↓
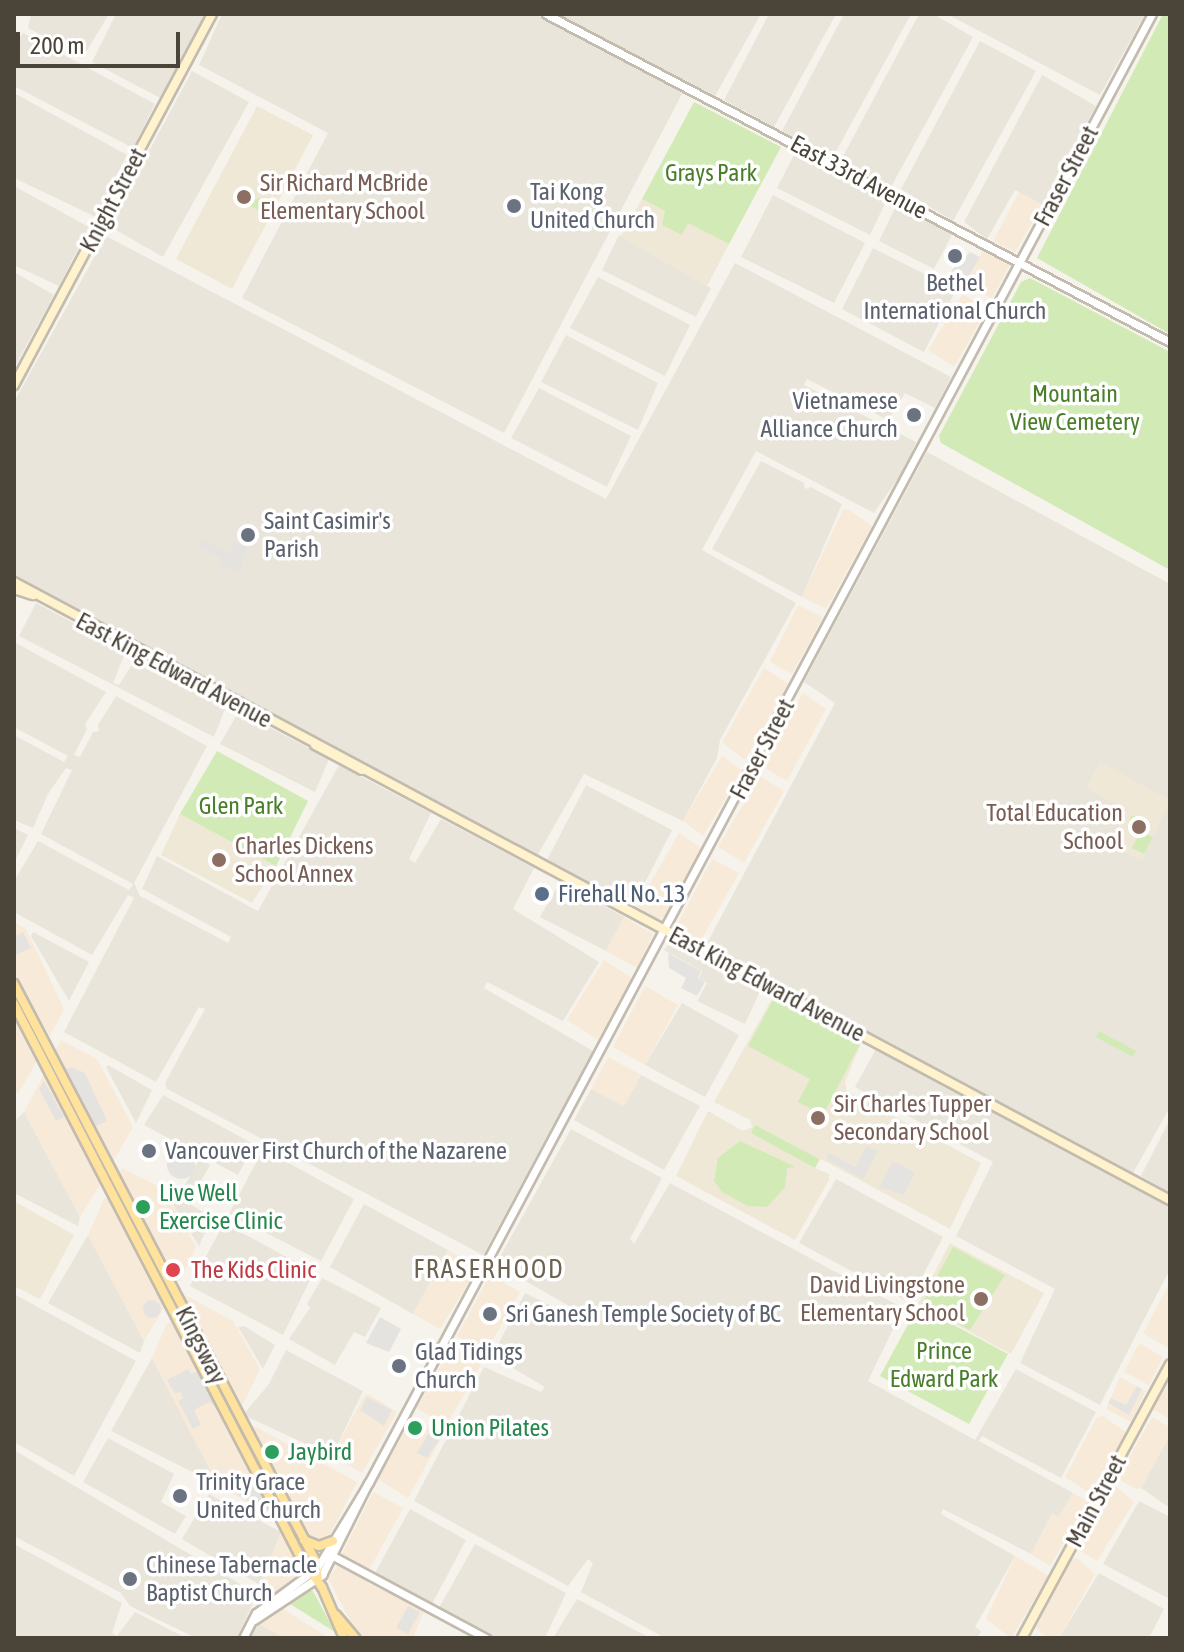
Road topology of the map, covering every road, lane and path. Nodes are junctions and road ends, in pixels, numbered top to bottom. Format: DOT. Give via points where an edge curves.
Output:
graph roads {
  1 [pos="212,14"];
  2 [pos="546,14"];
  3 [pos="1152,14"];
  4 [pos="1020,262"];
  5 [pos="1170,342"];
  6 [pos="14,385"];
  7 [pos="14,582"];
  8 [pos="14,589"];
  9 [pos="33,595"];
  10 [pos="665,931"];
  11 [pos="14,984"];
  12 [pos="14,1004"];
  13 [pos="1170,1200"];
  14 [pos="1170,1364"];
  15 [pos="369,1482"];
  16 [pos="304,1540"];
  17 [pos="333,1541"];
  18 [pos="333,1556"];
  19 [pos="315,1574"];
  20 [pos="336,1615"];
  21 [pos="243,1638"];
  22 [pos="344,1638"];
  23 [pos="355,1638"];
  24 [pos="486,1638"];
  25 [pos="1022,1638"];
  1 -- 6 [label="main road, Knight Street"];
  2 -- 4 [label="street, East 33rd Avenue"];
  3 -- 4 [label="street, Fraser Street"];
  4 -- 5 [label="street, East 33rd Avenue"];
  4 -- 10 [label="street, Fraser Street"];
  7 -- 9 [label="main road, East King Edward Avenue"];
  8 -- 9 [label="main road, East King Edward Avenue"];
  9 -- 10 [label="main road, East King Edward Avenue"];
  10 -- 13 [label="main road, East King Edward Avenue"];
  10 -- 15 [label="street, Fraser Street"];
  11 -- 16 [label="main road, Kingsway"];
  12 -- 19 [label="main road, Kingsway"];
  14 -- 25 [label="main road, Main Street"];
  15 -- 17 [label="street, Fraser Street"];
  15 -- 18 [label="street, Fraser Street"];
  16 -- 17 [label="main road" via="319,1546"];
  16 -- 19 [label="main road, Kingsway"];
  17 -- 19 [label="street, Fraser Street"];
  18 -- 19 [label="street, Fraser Street"];
  18 -- 24 [label="street"];
  19 -- 20 [label="main road, Kingsway"];
  19 -- 21 [label="street, Fraser Street" via="254,1620"];
  20 -- 22 [label="main road, Kingsway"];
  20 -- 23 [label="main road, Kingsway"];
}
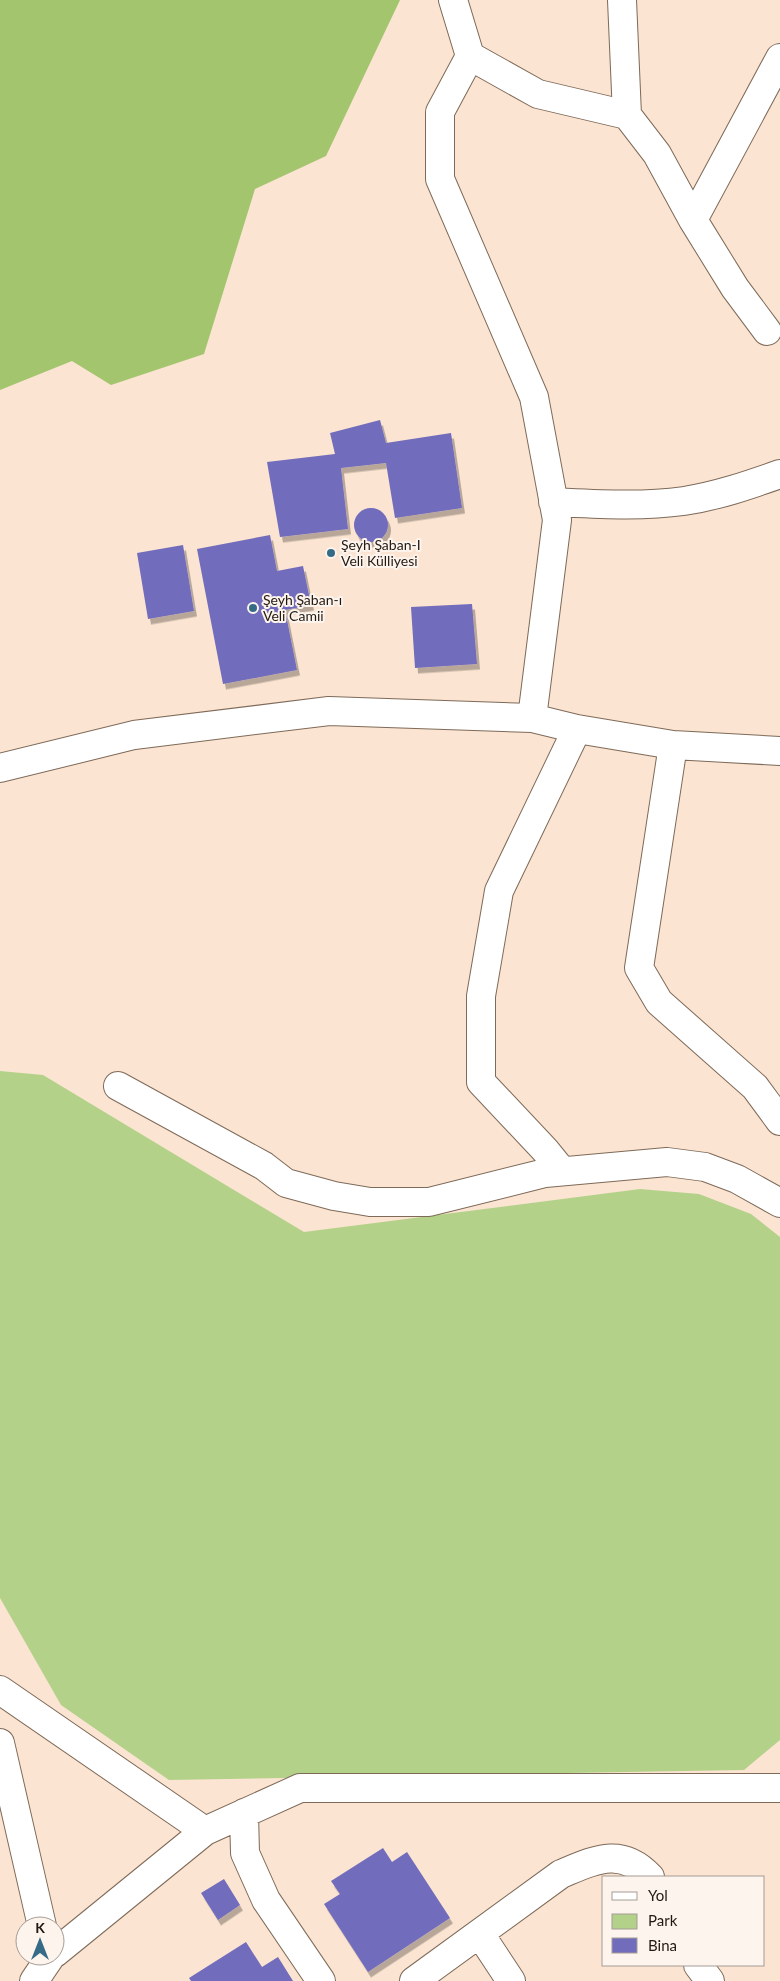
↑
▶ _Exercise brief_
Copy out each line of the entries that holds "Edward".

▶ _Exercise response_
  7 -- 9 [label="main road, East King Edward Avenue"];
  8 -- 9 [label="main road, East King Edward Avenue"];
  9 -- 10 [label="main road, East King Edward Avenue"];
  10 -- 13 [label="main road, East King Edward Avenue"];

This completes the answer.